-------- Data --------

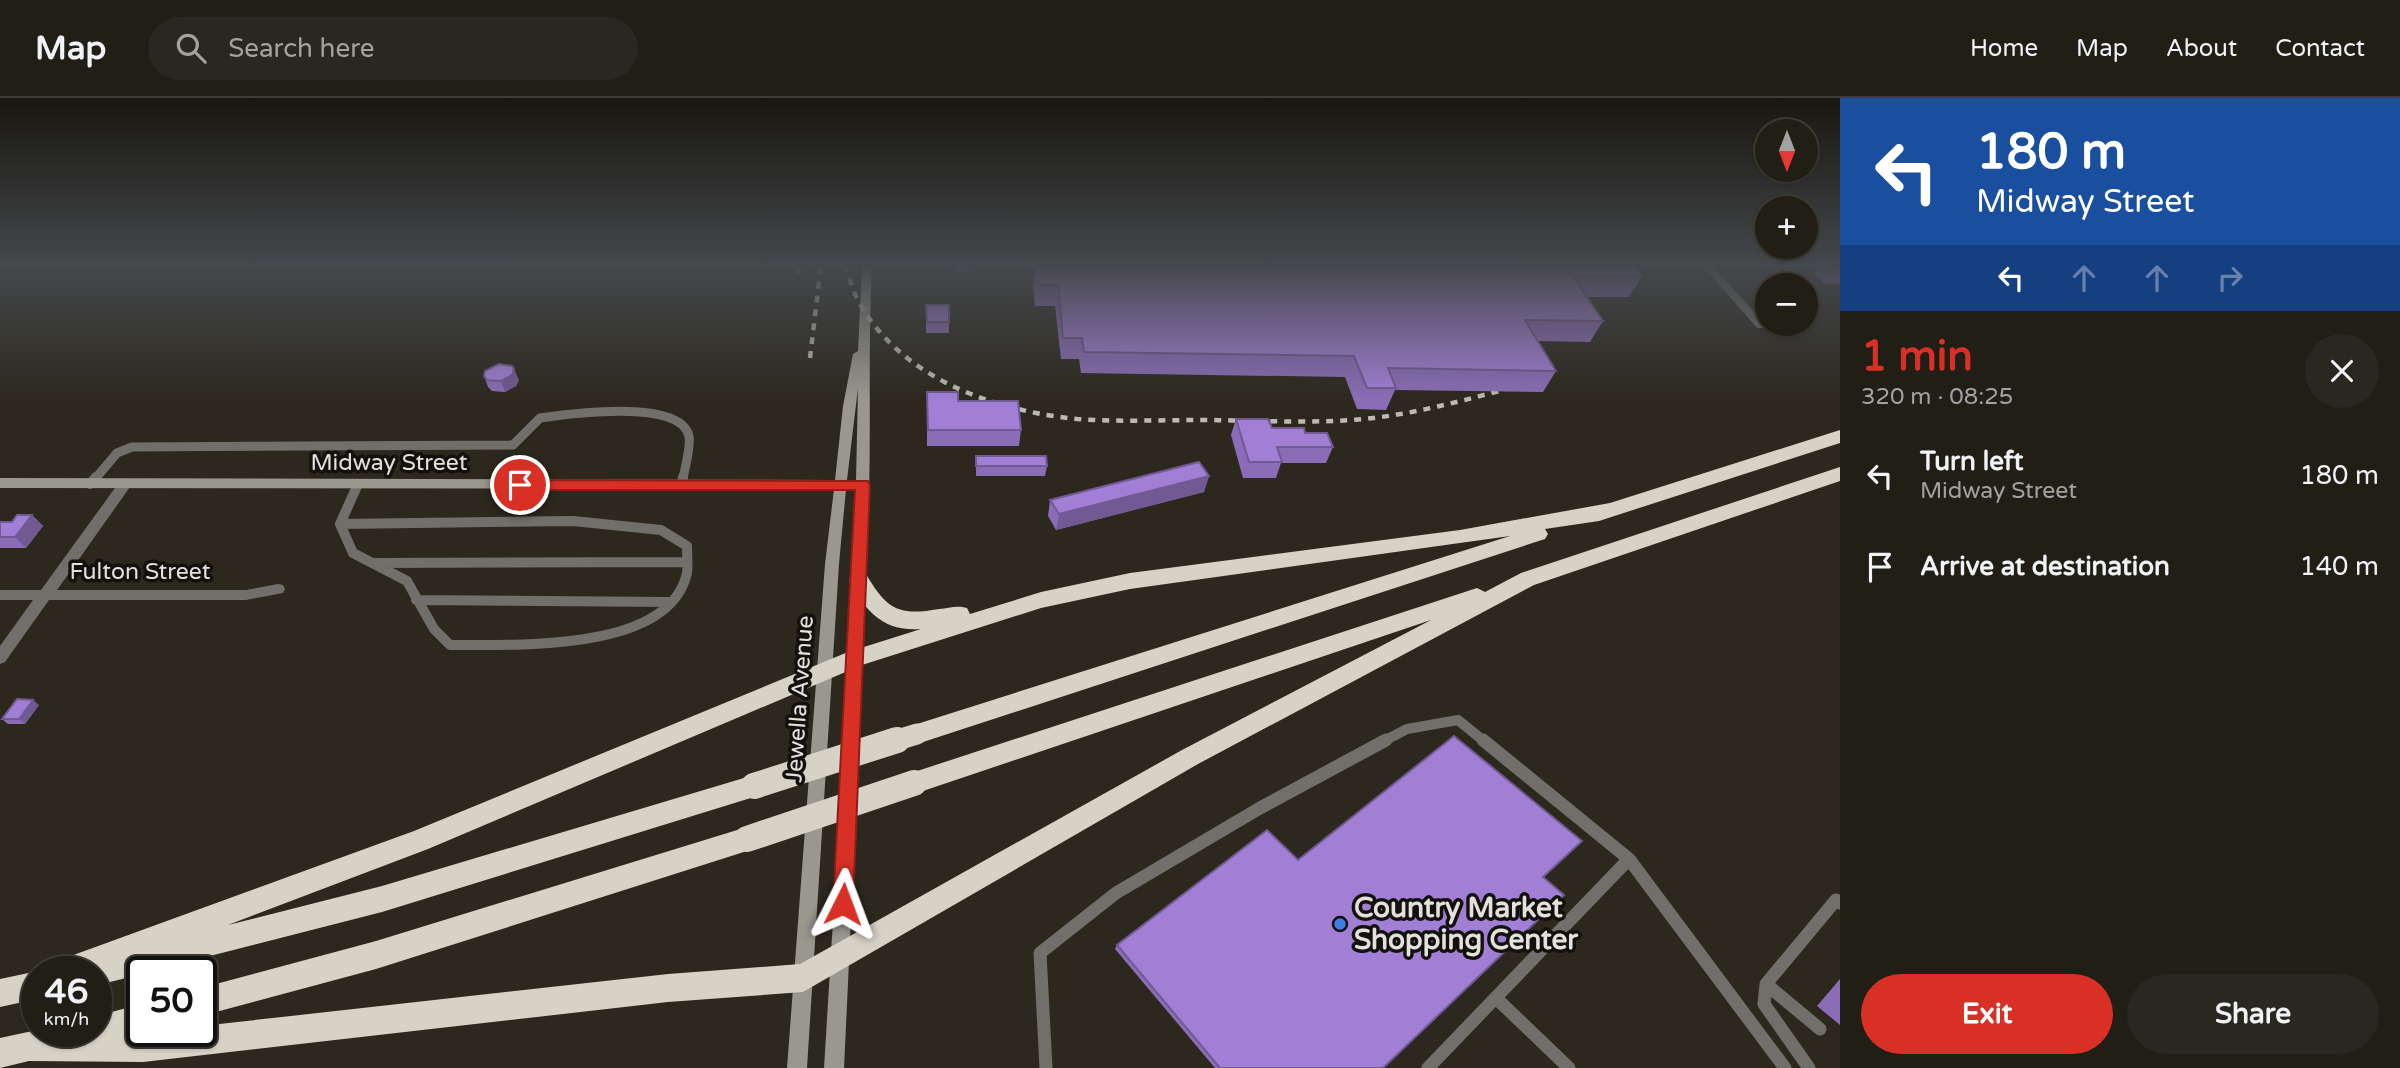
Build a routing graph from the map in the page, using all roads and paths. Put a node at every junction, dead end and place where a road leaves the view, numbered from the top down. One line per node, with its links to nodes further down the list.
1 (864, 310): 2 (main road, Jewella Avenue)
2 (863, 336): 10 (main road, Jewella Avenue); 11 (main road, Jewella Avenue)
3 (1840, 436): 12 (highway)
4 (1840, 474): 16 (highway)
5 (0, 483): 6 (main road, Midway Street)
6 (90, 484): 7 (main road, Midway Street); 9 (lane)
7 (124, 484): 8 (main road, Midway Street); 20 (street)
8 (358, 484): 9 (main road, Midway Street); 13 (lane)
9 (682, 485): 10 (main road, Midway Street)
10 (840, 485): 11 (main road, Midway Street); 26 (main road, Jewella Avenue)
11 (862, 485): 17 (main road, Jewella Avenue)
12 (1612, 510): 22 (highway); 31 (highway, bridge)
13 (340, 524): 14 (lane); 15 (lane)
14 (687, 562): 15 (lane); 23 (lane)
15 (369, 563): 21 (lane)
16 (1528, 579): 30 (highway); 34 (highway, bridge)
17 (859, 580): 22 (highway); 25 (main road, Jewella Avenue)
18 (278, 589): 20 (street, Fulton Street)
19 (0, 594): 20 (street, Fulton Street)
20 (46, 595): 24 (street)
21 (416, 600): 23 (lane); 23 (lane)
22 (1041, 600): 25 (highway)
23 (671, 602)
24 (0, 658)
25 (856, 658): 26 (highway); 30 (main road, Jewella Avenue)
26 (824, 671): 29 (highway); 32 (main road, Jewella Avenue)
27 (1629, 859): 35 (lane); 42 (lane); 45 (lane)
28 (1840, 903): 33 (lane)
29 (108, 956)
30 (840, 959): 32 (highway); 41 (main road, Jewella Avenue)
31 (112, 967)
32 (803, 978): 37 (highway); 40 (main road, Jewella Avenue)
33 (1766, 984): 36 (lane); 46 (lane)
34 (217, 998)
35 (1496, 998): 43 (lane); 44 (lane)
36 (1821, 1029)
37 (112, 1046)
38 (27, 1047): 39 (highway)
39 (0, 1054)
40 (797, 1068)
41 (834, 1068)
42 (1046, 1068)
43 (1428, 1068)
44 (1569, 1068)
45 (1785, 1068)
46 (1809, 1068)

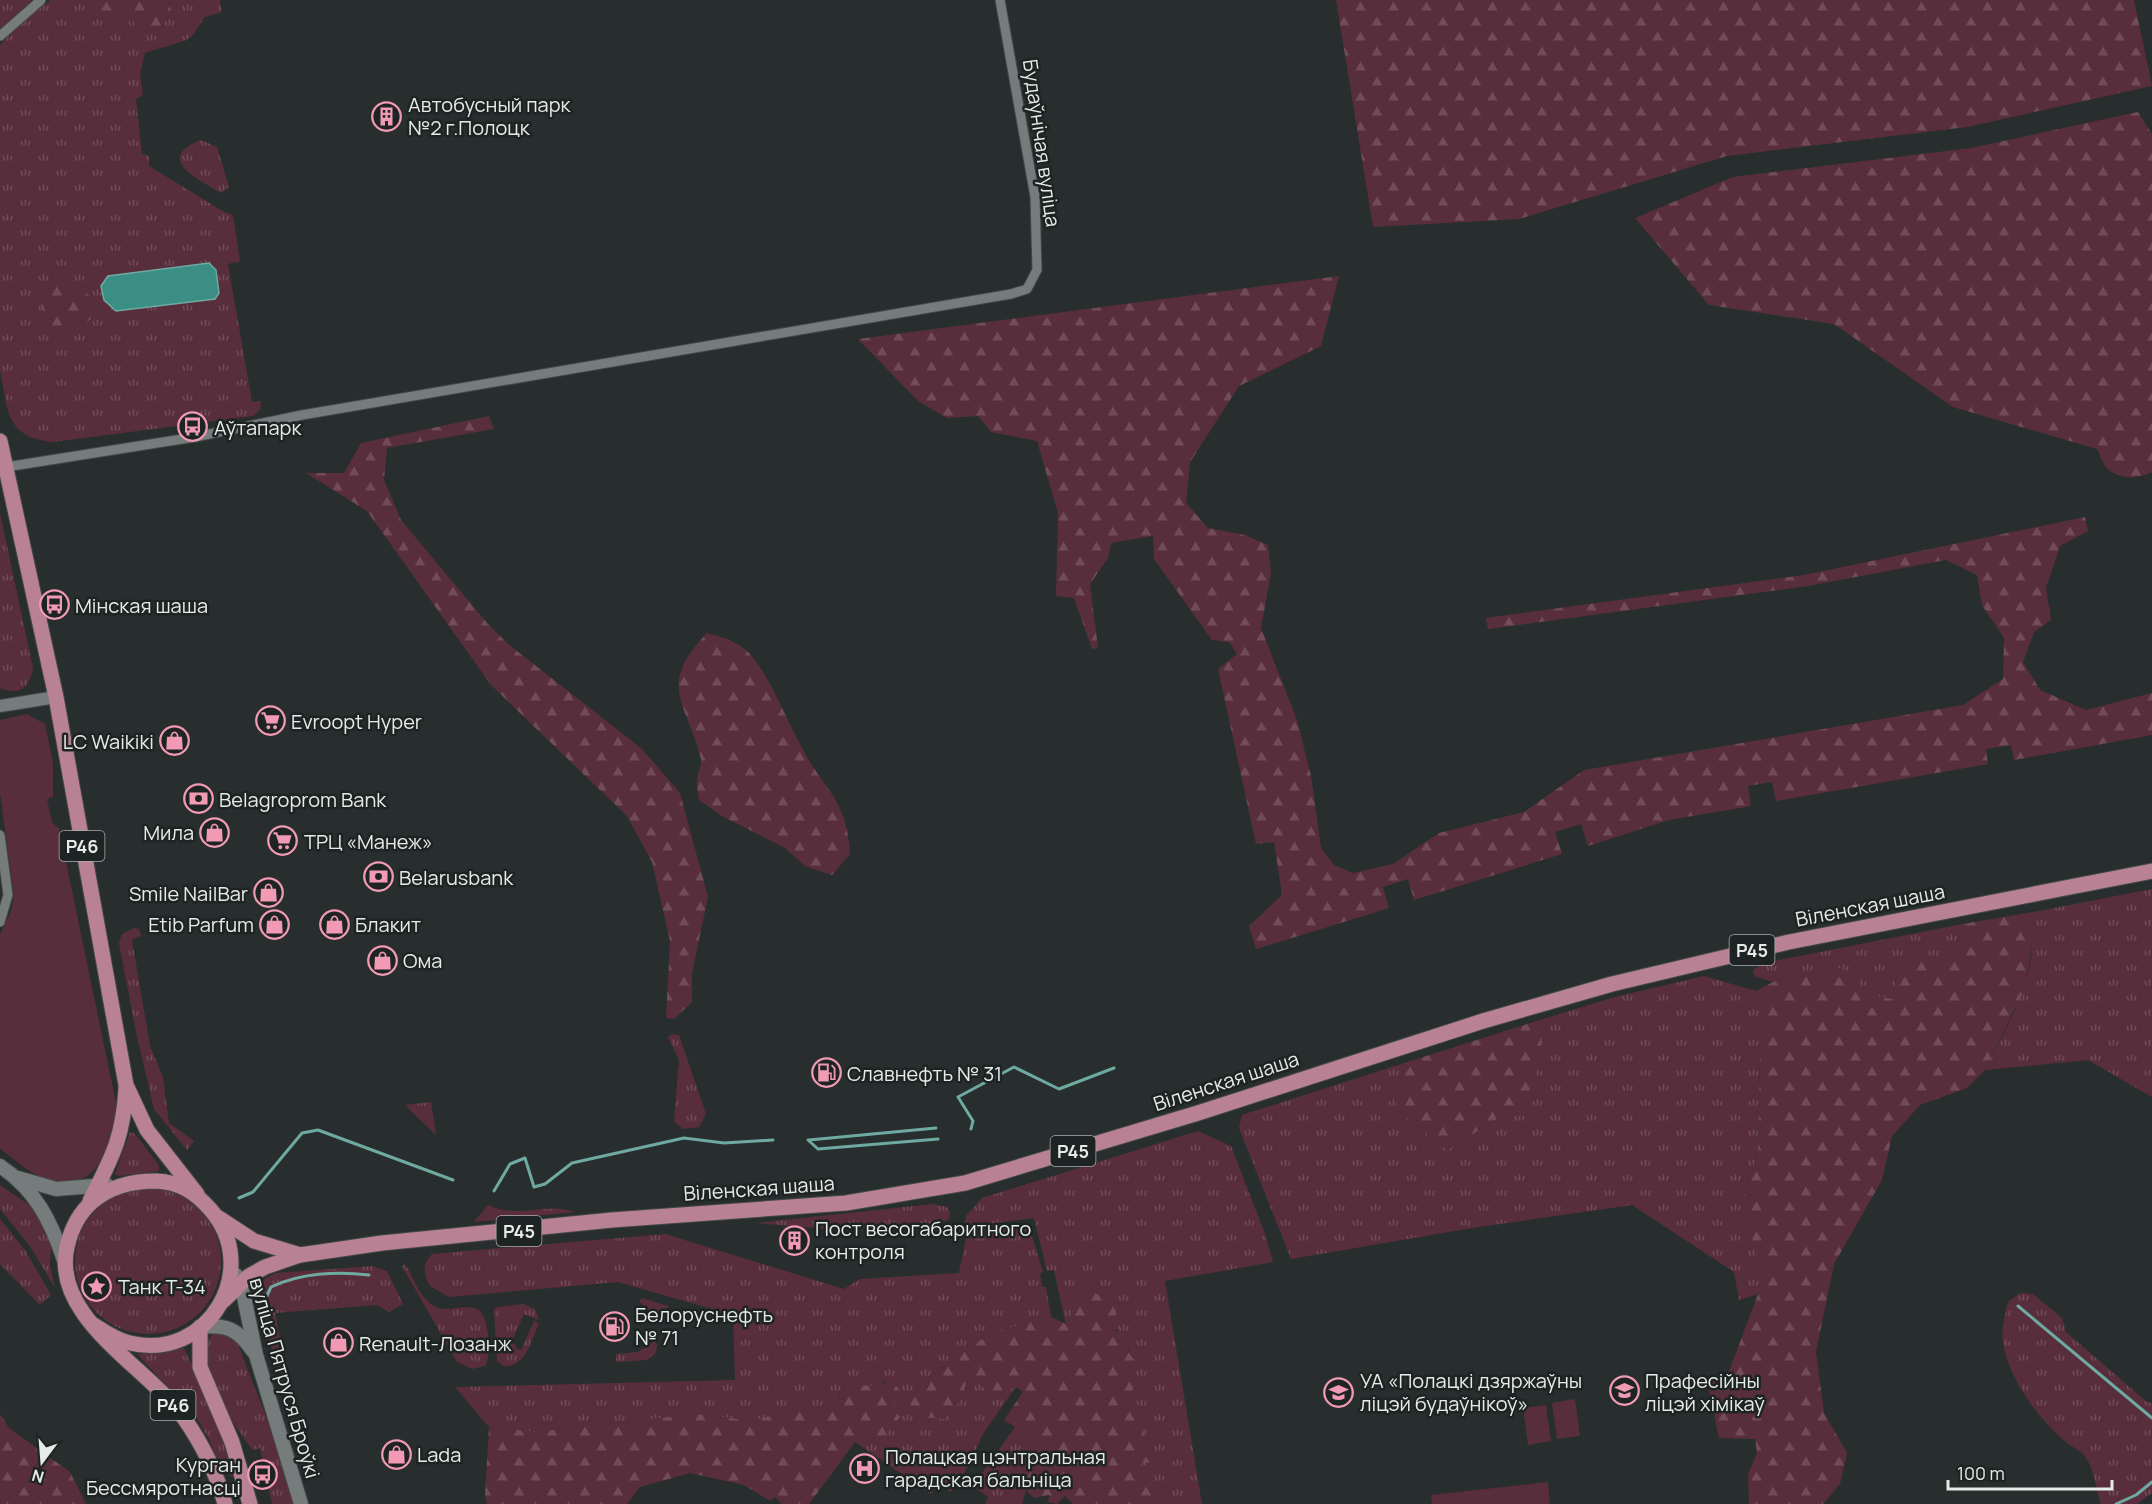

--------

Exercise directions: In the records above, count the lines that contain the word "Avenue" and state only that count.

Result: 9